When you think “mime,” several things might come to mind: a black-and-white striped shirt, painted faces, accordion music and the streets of Paris. But Pomona College’s corporeal mime class steps outside the box of typical miming — there’s no paint in sight.
Corporeal mime is an abstract movement art closely associated with theater and dance, involving fluid movements and performed with the purpose of achieving bodily awareness in the performer and the viewer.
Thomas Leabhart, semi-retired Pomona theater professor and instructor of the corporeal mime class, defines corporeal miming as a deep understanding of the body and the space in which it occupies.
“[Corporeal mime] is being able to know where you are in space, knowing where the body is in space and understanding it,” Leabhart said. “Not on a word level only, but on the word level and the physical engagement level.”
Leabhart has been at Pomona since 1982, serving as the college’s resident artist and professor of theater. Now, semi-retired, he teaches two corporeal mime courses.

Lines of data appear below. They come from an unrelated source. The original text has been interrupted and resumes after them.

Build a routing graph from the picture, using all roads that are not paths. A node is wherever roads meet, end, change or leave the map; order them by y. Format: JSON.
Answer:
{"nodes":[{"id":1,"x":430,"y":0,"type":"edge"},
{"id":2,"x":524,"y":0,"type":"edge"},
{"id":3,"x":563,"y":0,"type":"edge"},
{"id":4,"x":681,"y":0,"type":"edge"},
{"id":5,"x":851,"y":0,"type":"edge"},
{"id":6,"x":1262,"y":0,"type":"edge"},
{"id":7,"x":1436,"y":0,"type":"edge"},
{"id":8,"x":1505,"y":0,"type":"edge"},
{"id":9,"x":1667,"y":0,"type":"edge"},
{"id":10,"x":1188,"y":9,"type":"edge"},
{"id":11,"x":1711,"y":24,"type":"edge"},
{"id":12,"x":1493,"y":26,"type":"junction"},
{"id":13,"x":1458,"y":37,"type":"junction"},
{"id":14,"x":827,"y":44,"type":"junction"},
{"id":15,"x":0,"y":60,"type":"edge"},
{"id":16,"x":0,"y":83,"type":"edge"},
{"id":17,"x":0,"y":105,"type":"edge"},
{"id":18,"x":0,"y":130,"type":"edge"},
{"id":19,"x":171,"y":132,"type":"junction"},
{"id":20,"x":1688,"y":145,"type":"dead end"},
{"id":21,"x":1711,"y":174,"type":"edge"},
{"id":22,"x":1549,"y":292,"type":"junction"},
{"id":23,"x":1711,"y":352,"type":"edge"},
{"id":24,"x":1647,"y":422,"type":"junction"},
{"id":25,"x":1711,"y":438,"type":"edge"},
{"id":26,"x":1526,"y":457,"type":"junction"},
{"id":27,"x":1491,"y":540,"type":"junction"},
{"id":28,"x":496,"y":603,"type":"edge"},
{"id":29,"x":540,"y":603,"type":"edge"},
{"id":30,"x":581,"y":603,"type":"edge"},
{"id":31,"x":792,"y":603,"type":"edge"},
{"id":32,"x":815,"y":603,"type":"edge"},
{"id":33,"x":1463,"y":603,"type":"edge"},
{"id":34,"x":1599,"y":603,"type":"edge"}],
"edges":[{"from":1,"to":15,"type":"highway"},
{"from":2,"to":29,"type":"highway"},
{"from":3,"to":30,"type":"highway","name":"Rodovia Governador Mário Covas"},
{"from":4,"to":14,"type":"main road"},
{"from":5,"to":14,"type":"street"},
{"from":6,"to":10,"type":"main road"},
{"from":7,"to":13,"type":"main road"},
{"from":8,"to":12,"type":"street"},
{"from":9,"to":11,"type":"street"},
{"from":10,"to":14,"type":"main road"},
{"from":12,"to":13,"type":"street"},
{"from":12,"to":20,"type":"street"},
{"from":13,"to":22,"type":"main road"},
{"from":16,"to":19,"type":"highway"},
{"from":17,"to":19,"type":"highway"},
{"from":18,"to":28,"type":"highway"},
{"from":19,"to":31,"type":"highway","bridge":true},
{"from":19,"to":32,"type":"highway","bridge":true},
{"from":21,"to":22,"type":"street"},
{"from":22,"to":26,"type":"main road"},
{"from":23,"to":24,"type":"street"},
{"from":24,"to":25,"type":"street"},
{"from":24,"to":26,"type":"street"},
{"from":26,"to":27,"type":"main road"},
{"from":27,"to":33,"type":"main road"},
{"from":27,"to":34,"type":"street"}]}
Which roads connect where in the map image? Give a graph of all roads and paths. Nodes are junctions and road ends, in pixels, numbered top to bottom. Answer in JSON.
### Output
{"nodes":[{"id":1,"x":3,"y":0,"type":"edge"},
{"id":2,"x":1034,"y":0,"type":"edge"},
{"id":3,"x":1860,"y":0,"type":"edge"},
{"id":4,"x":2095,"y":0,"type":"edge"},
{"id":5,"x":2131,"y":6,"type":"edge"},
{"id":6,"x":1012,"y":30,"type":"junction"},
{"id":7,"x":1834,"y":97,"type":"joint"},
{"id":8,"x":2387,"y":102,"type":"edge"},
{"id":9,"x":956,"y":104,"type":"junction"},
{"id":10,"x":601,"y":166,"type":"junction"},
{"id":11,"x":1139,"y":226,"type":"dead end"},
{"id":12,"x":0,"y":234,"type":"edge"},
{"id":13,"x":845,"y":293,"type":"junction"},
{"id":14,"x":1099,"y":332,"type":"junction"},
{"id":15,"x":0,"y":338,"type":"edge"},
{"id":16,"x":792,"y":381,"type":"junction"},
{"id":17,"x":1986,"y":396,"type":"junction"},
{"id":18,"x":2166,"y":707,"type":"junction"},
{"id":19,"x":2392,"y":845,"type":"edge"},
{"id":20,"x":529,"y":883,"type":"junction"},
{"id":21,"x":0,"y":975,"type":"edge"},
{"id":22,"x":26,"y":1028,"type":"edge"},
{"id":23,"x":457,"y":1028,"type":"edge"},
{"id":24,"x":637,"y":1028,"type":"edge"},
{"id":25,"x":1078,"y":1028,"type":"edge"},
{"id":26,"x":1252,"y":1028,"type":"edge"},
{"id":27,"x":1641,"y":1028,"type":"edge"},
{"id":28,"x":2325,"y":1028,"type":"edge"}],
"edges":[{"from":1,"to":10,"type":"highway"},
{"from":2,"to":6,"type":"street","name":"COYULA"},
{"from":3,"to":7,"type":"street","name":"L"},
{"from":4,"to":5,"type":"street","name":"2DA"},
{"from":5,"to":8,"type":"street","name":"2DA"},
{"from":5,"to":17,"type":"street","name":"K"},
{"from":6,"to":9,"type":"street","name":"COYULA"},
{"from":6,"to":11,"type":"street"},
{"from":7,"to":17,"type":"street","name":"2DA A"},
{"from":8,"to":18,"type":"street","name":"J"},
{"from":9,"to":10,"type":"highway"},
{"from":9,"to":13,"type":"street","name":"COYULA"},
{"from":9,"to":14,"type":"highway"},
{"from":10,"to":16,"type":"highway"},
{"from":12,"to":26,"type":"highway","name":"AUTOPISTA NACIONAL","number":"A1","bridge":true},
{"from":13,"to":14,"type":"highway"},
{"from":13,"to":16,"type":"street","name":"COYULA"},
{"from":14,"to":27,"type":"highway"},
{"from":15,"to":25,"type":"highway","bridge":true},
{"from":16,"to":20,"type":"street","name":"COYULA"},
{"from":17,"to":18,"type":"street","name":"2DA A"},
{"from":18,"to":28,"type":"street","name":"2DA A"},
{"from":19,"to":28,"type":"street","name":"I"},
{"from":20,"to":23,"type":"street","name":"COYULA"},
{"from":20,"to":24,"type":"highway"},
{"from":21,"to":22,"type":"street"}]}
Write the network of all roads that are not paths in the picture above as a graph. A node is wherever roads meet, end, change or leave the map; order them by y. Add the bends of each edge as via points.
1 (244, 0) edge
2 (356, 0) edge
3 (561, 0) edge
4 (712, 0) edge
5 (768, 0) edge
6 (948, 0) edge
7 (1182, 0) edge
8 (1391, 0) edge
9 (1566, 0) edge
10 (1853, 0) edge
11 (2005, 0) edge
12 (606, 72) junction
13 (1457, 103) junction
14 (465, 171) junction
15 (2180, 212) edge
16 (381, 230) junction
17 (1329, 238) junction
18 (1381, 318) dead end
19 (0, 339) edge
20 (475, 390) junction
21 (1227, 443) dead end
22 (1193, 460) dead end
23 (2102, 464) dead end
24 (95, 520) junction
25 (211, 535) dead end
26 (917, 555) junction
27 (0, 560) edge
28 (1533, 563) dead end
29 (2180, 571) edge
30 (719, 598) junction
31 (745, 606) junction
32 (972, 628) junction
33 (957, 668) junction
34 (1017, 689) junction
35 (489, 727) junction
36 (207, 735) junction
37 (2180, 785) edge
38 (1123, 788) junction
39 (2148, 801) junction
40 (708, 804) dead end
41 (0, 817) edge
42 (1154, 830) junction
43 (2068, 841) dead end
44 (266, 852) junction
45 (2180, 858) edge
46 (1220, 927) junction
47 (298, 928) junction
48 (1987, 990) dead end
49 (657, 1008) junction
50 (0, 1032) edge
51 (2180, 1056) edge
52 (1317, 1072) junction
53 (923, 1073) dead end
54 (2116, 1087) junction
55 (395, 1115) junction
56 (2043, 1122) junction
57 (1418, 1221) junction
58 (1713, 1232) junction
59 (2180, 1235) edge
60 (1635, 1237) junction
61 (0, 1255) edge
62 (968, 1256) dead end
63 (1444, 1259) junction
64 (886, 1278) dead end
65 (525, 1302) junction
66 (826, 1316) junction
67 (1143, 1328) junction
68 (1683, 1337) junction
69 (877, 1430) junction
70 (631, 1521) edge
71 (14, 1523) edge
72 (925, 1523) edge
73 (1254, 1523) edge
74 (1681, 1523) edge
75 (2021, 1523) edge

Leabhart was careful to distinguish between pantomime and corporeal mime.
“Corporeal mime is not pantomime, as you think of it,” he said. “It is not illusions with ropes and walks and things like that. There are no characters who are walking their dogs with their white painted faces.”
He first learned about the art of corporeal mime during graduate school, when he was introduced to the work of Étienne Decroux, the creator of corporeal mime, in a theater movement class. Decroux, Leabhart said, changed his life.
“The French have an expression which translates to ‘struck by lightning,’ and that was me — I was struck by lightning,” Leabhart said. “I said, ‘That’s what I want to do.’”
From then on, Leabhart has been regularly involved in corporeal mime. He founded the Mime Journal and has taught mime workshops in France, Japan, Switzerland, Austria and Uruguay.
This semester, each of his students is working toward completing a research project titled “Still Moving,” in which they create a solo performance piece that breaks down the movements of putting on a jacket, inserting corporeal techniques from the class throughout the motion.
Leabhart hopes the project and, more broadly, the class will allow his students to distance themselves from their potentially hectic social and academic lives.
“I want my students [to] have a sense of ease in their bodies and a sense of ease in the space, and the sense of being able to know where they are in the space and to inhabit that space,” Leabhart said. “It’s all about having an easy presence.”
Leabhart’s students can attest to finding ease and honesty within the class, no matter the expectations they held for the class in the past.
“I had a friend who had taken the class multiple times and had been repeatedly recommending it to me,” Yanai Feldman PO ’19. “Coming into the class, I quickly realized how profound a practice corporeal mime is.”
Abby Smith PO ’23 also took the class based on a recommendation.
“My [academic] adviser told me about [the class],” she said. “He had heard great things, and all the students he knew of who had taken it talked about it being a transformative experience, not just in terms of the skills that the class gives you in theater, but also about the awareness of your body and movement you gain.”
Curious about taking one of professor Leabhart’s classes in the future?
“[I would recommend] fully committing to it,” Smith said. “I was nervous on the first day of class, but [corporeal miming] isn’t just about your physical movements. It’s bigger than that.”
Miming has not only taught its students how to use their body on stages, but it has also taught them the importance of the relationship between every part of their body.
Vera Berger PO ’23 agrees — after all, her miming education has transcended the classroom.
“I’ve started to think about [corporeal mime] all the time,” Berger said. “I can’t stop thinking about how my body is moving when I’m not in class. Sometimes I find myself practicing my ‘Still Moving’ research when I’m in line for lunch.”
The corporeal mime class at Pomona College meets every day from 4:15 p.m. to 5:15 p.m. at Seaver Theatre.